The Davis Park Road TCE site covers about 20 acres of residential and commercial land in southwestern Gastonia, North Carolina. Contaminated groundwater was discovered in the early 1990s, and the EPA added the site to the Superfund National Priorities List in January 1999. The likely source of contamination is Davis Park Road Auto Repair at 2307 Davis Park Road, where a plume of polluted groundwater spread south toward Blackwood Creek.
Groundwater is the primary affected medium. Contaminants found there include trichloroethene, tetrachloroethene, chloroform, 1,1-dichloroethene, and bromodichloromethane. These chemicals were detected at levels above federal and state drinking water standards, posing unacceptable risk to human health.
The main cleanup action ran from February 2000 to September 2001. It focused on connecting affected homes, churches, and businesses to the City of Gastonia municipal water system. Carbon filters were installed at five residences where homeowners chose not to connect to public water. The remedy also relies on monitored natural attenuation, meaning the groundwater plume is left to break down on its own while annual sampling tracks contaminant levels. North Carolina state regulations prohibit drilling new drinking water wells into the contaminated aquifer, and zoning restrictions prevent land uses incompatible with the cleanup levels achieved. The North Carolina Department of Environmental Quality took over long-term operation and maintenance in August 2012 and continues annual monitoring with the EPA.

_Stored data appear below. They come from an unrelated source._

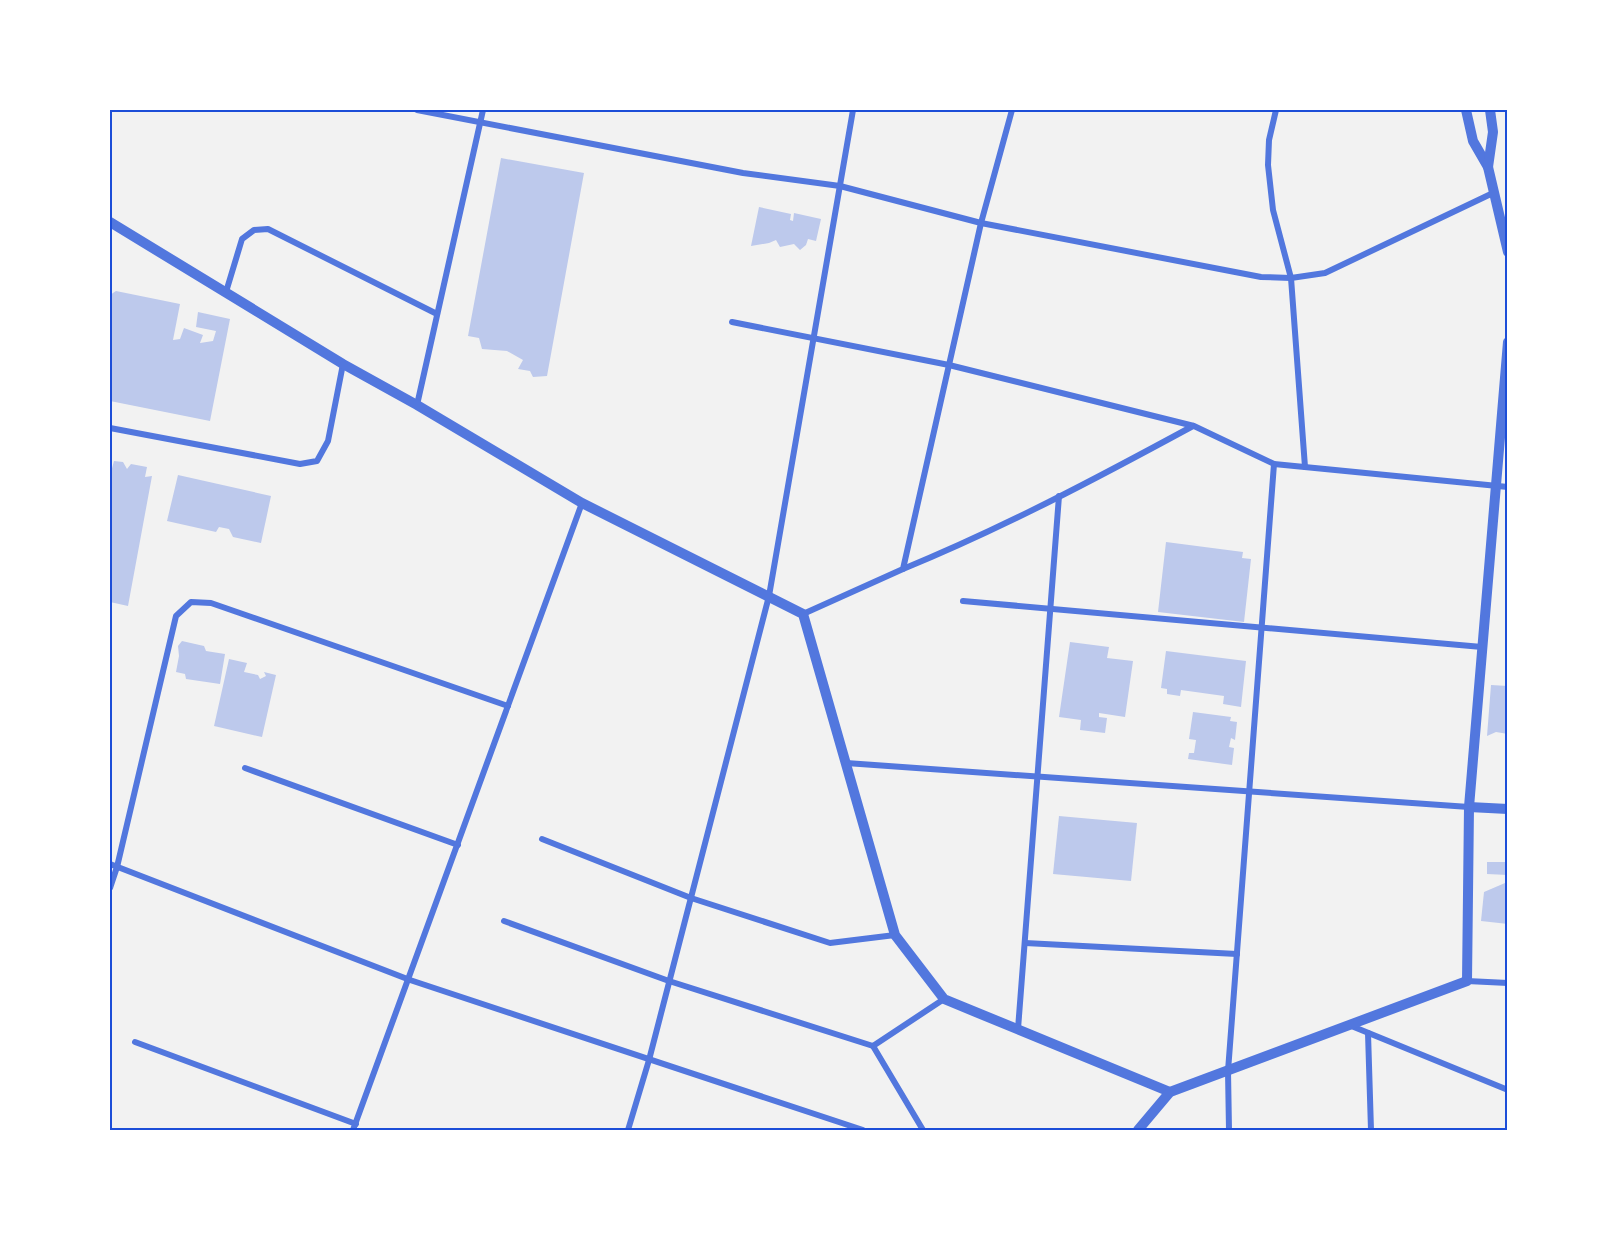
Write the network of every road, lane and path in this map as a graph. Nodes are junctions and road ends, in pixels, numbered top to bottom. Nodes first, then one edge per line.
1 (417, 110) edge
2 (483, 110) edge
3 (853, 110) edge
4 (1012, 110) edge
5 (1276, 110) edge
6 (1467, 110) edge
7 (1490, 110) edge
8 (481, 121) junction
9 (1488, 167) junction
10 (840, 186) junction
11 (1493, 192) junction
12 (110, 222) edge
13 (981, 223) junction
14 (1508, 252) edge
15 (1291, 278) junction
16 (226, 292) junction
17 (438, 314) junction
18 (732, 322) dead end
19 (814, 338) junction
20 (1508, 342) edge
21 (343, 364) junction
22 (949, 365) junction
23 (417, 405) junction
24 (1194, 426) junction
25 (110, 428) edge
26 (1274, 464) junction
27 (1305, 467) junction
28 (1494, 486) junction
29 (1508, 487) edge
30 (1059, 496) junction
31 (582, 503) junction
32 (903, 569) junction
33 (769, 596) junction
34 (963, 601) dead end
35 (1049, 609) junction
36 (803, 614) junction
37 (1262, 628) junction
38 (1482, 647) junction
39 (508, 706) junction
40 (846, 763) junction
41 (245, 768) dead end
42 (1037, 776) junction
43 (1249, 792) junction
44 (1469, 807) junction
45 (1508, 809) edge
46 (542, 839) dead end
47 (458, 845) junction
48 (110, 864) edge
49 (117, 867) junction
50 (110, 888) edge
51 (691, 898) junction
52 (504, 921) dead end
53 (895, 935) junction
54 (1025, 943) junction
55 (1237, 954) junction
56 (410, 980) junction
57 (669, 981) junction
58 (1467, 981) junction
59 (1508, 983) edge
60 (944, 999) junction
61 (1349, 1025) junction
62 (1018, 1029) junction
63 (1368, 1033) junction
64 (135, 1042) dead end
65 (873, 1046) junction
66 (649, 1060) junction
67 (1228, 1071) junction
68 (1508, 1090) edge
69 (1170, 1092) junction
70 (355, 1127) edge
71 (628, 1131) edge
72 (862, 1131) edge
73 (923, 1131) edge
74 (1138, 1131) edge
75 (1229, 1131) edge
76 (1371, 1131) edge

1 - 8 street
2 - 8 street
3 - 10 street
4 - 13 street
5 - 15 street
6 - 9 street
7 - 9 street
8 - 10 street
8 - 17 street
9 - 11 street
10 - 13 street
10 - 19 street
11 - 14 street
11 - 15 street
12 - 16 street
13 - 15 street
13 - 22 street
15 - 27 street
16 - 17 street
16 - 21 street
17 - 23 street
18 - 19 street
19 - 22 street
19 - 33 street
20 - 28 street
21 - 23 street
21 - 25 street
22 - 24 street
22 - 32 street
23 - 31 street
24 - 26 street
24 - 30 street
26 - 27 street
26 - 37 street
27 - 28 street
28 - 29 street
28 - 38 street
30 - 32 street
30 - 35 street
31 - 33 street
31 - 39 street
32 - 36 street
33 - 36 street
33 - 51 street
34 - 35 street
35 - 37 street
35 - 42 street
36 - 40 street
37 - 38 street
37 - 43 street
38 - 44 street
39 - 47 street
39 - 49 street
40 - 42 street
40 - 53 street
41 - 47 street
42 - 43 street
42 - 54 street
43 - 44 street
43 - 55 street
44 - 45 street
44 - 58 street
46 - 51 street
47 - 56 street
48 - 49 street
49 - 50 street
49 - 56 street
51 - 53 street
51 - 57 street
52 - 57 street
53 - 60 street
54 - 55 street
54 - 62 street
55 - 67 street
56 - 66 street
56 - 70 street
57 - 65 street
57 - 66 street
58 - 59 street
58 - 61 street
60 - 62 street
60 - 65 street
61 - 63 street
61 - 67 street
62 - 69 street
63 - 68 street
63 - 76 street
64 - 70 street
65 - 73 street
66 - 71 street
66 - 72 street
67 - 69 street
67 - 75 street
69 - 74 street

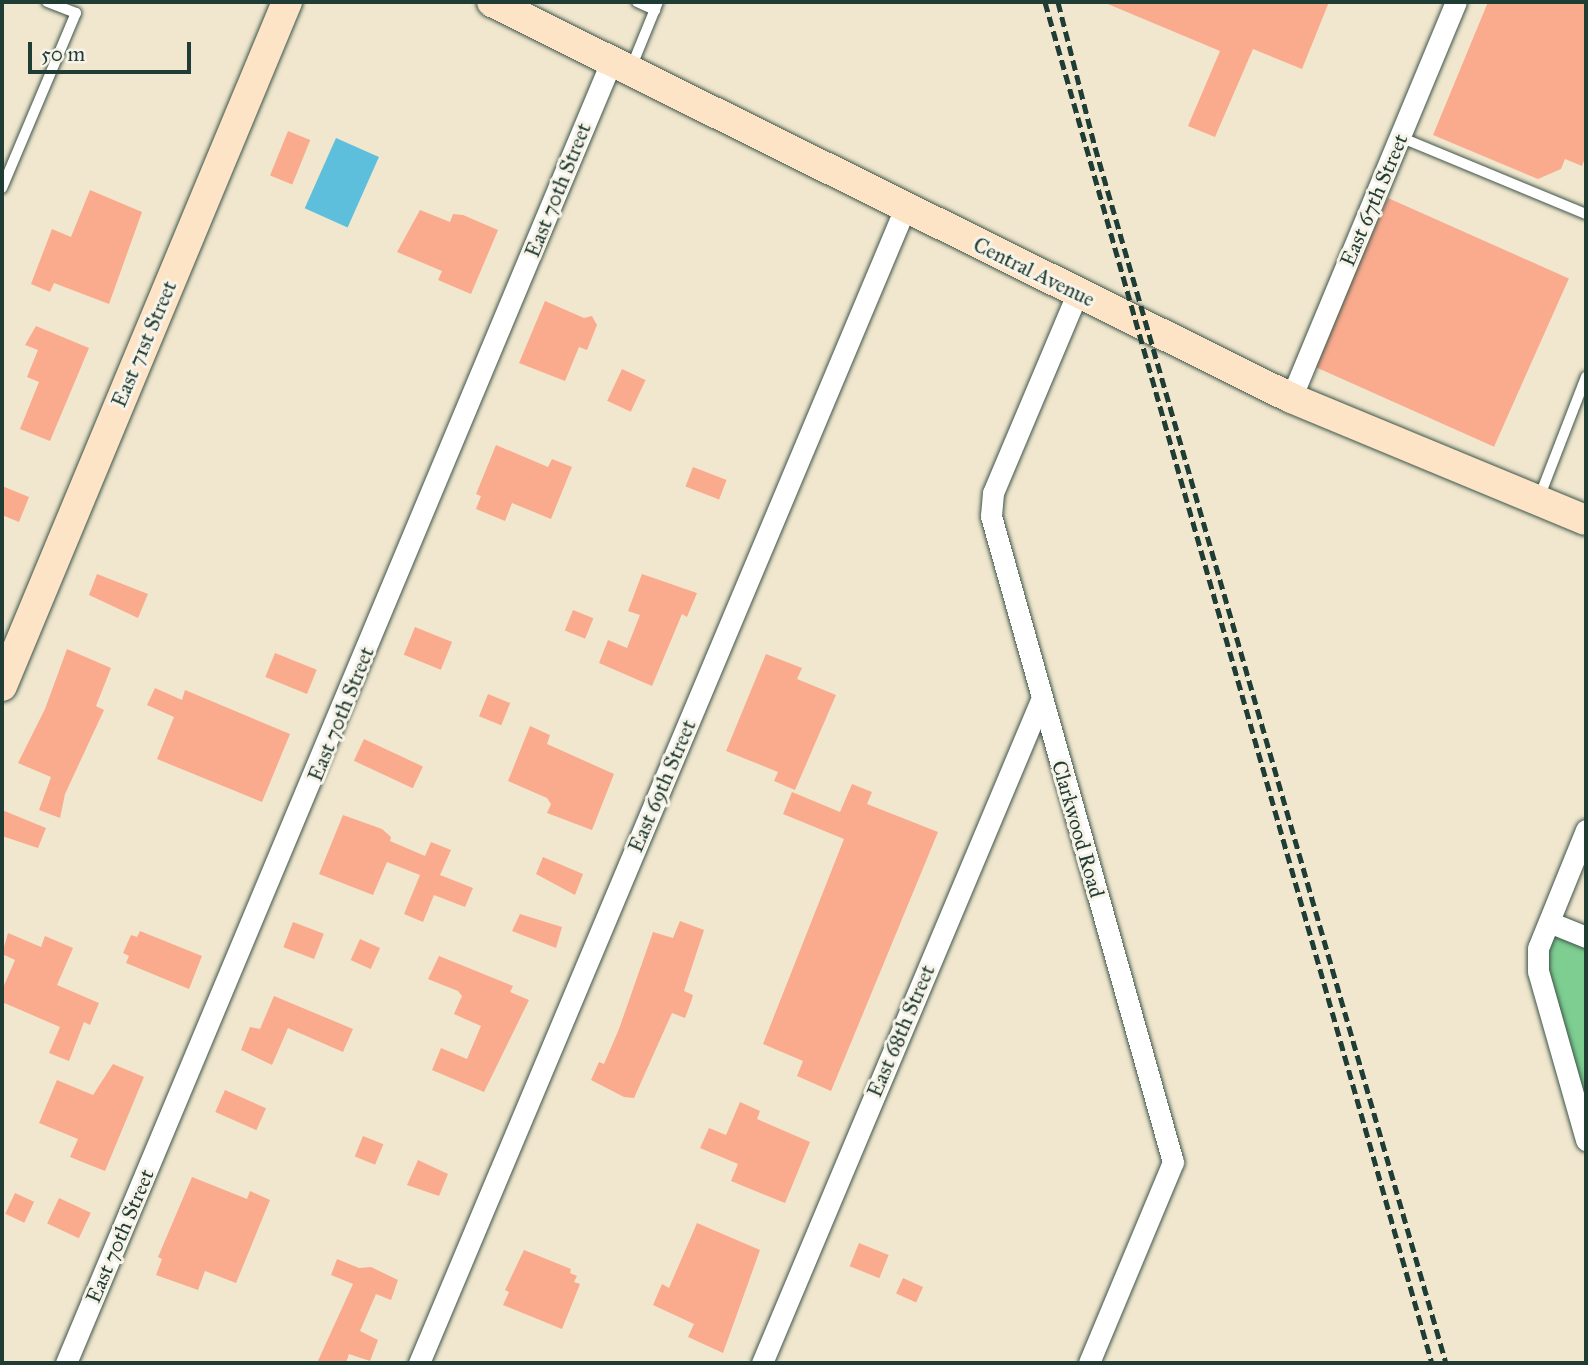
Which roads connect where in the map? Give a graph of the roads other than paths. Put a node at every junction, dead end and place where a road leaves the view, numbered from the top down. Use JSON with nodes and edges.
{"nodes":[{"id":1,"x":47,"y":2,"type":"edge"},
{"id":2,"x":287,"y":2,"type":"edge"},
{"id":3,"x":492,"y":2,"type":"edge"},
{"id":4,"x":637,"y":2,"type":"edge"},
{"id":5,"x":1456,"y":2,"type":"edge"},
{"id":6,"x":657,"y":6,"type":"edge"},
{"id":7,"x":621,"y":66,"type":"junction"},
{"id":8,"x":1400,"y":136,"type":"junction"},
{"id":9,"x":2,"y":188,"type":"edge"},
{"id":10,"x":905,"y":208,"type":"junction"},
{"id":11,"x":1586,"y":214,"type":"edge"},
{"id":12,"x":1077,"y":294,"type":"junction"},
{"id":13,"x":1586,"y":377,"type":"edge"},
{"id":14,"x":1292,"y":398,"type":"junction"},
{"id":15,"x":1538,"y":500,"type":"junction"},
{"id":16,"x":1586,"y":520,"type":"edge"},
{"id":17,"x":2,"y":686,"type":"edge"},
{"id":18,"x":1041,"y":699,"type":"junction"},
{"id":19,"x":1586,"y":830,"type":"edge"},
{"id":20,"x":1549,"y":922,"type":"junction"},
{"id":21,"x":1586,"y":937,"type":"edge"},
{"id":22,"x":1586,"y":1140,"type":"edge"},
{"id":23,"x":66,"y":1363,"type":"edge"},
{"id":24,"x":419,"y":1363,"type":"edge"},
{"id":25,"x":762,"y":1363,"type":"edge"},
{"id":26,"x":1089,"y":1363,"type":"edge"}],
"edges":[{"from":1,"to":9,"type":"lane"},
{"from":2,"to":17,"type":"street","name":"East 71st Street"},
{"from":3,"to":7,"type":"street","name":"Central Avenue"},
{"from":4,"to":6,"type":"lane"},
{"from":5,"to":8,"type":"street","name":"East 67th Street"},
{"from":6,"to":7,"type":"lane"},
{"from":7,"to":10,"type":"street","name":"Central Avenue"},
{"from":7,"to":23,"type":"street","name":"East 70th Street"},
{"from":8,"to":11,"type":"lane"},
{"from":8,"to":14,"type":"street","name":"East 67th Street"},
{"from":10,"to":12,"type":"street","name":"Central Avenue"},
{"from":10,"to":24,"type":"street","name":"East 69th Street"},
{"from":12,"to":14,"type":"street","name":"Central Avenue"},
{"from":12,"to":18,"type":"street","name":"Clarkwood Road"},
{"from":13,"to":15,"type":"lane"},
{"from":14,"to":15,"type":"street","name":"Central Avenue"},
{"from":15,"to":16,"type":"street","name":"Central Avenue"},
{"from":18,"to":25,"type":"street","name":"East 68th Street"},
{"from":18,"to":26,"type":"street","name":"Clarkwood Road"},
{"from":19,"to":20,"type":"street"},
{"from":20,"to":21,"type":"street"},
{"from":20,"to":22,"type":"street"}]}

The site reached a sitewide ready-for-anticipated-reuse status in June 2006. All contaminant detections in recent reviews are below cleanup goals. Human exposure is under control, and groundwater migration is stabilized with no unacceptable discharge to surface water. The EPA has completed five-year reviews in 2005, 2010, 2015, 2020, and August 2025. The site has not been deleted from the National Priorities List. Residential homes and an auto service shop continue to operate on site.
Community members with questions can contact the EPA project team directly. Public records related to the site are available at the Gaston County Public Library in Gastonia. Key documents include the 1998 Record of Decision, a 2000 Explanation of Significant Differences, and the series of five-year review reports.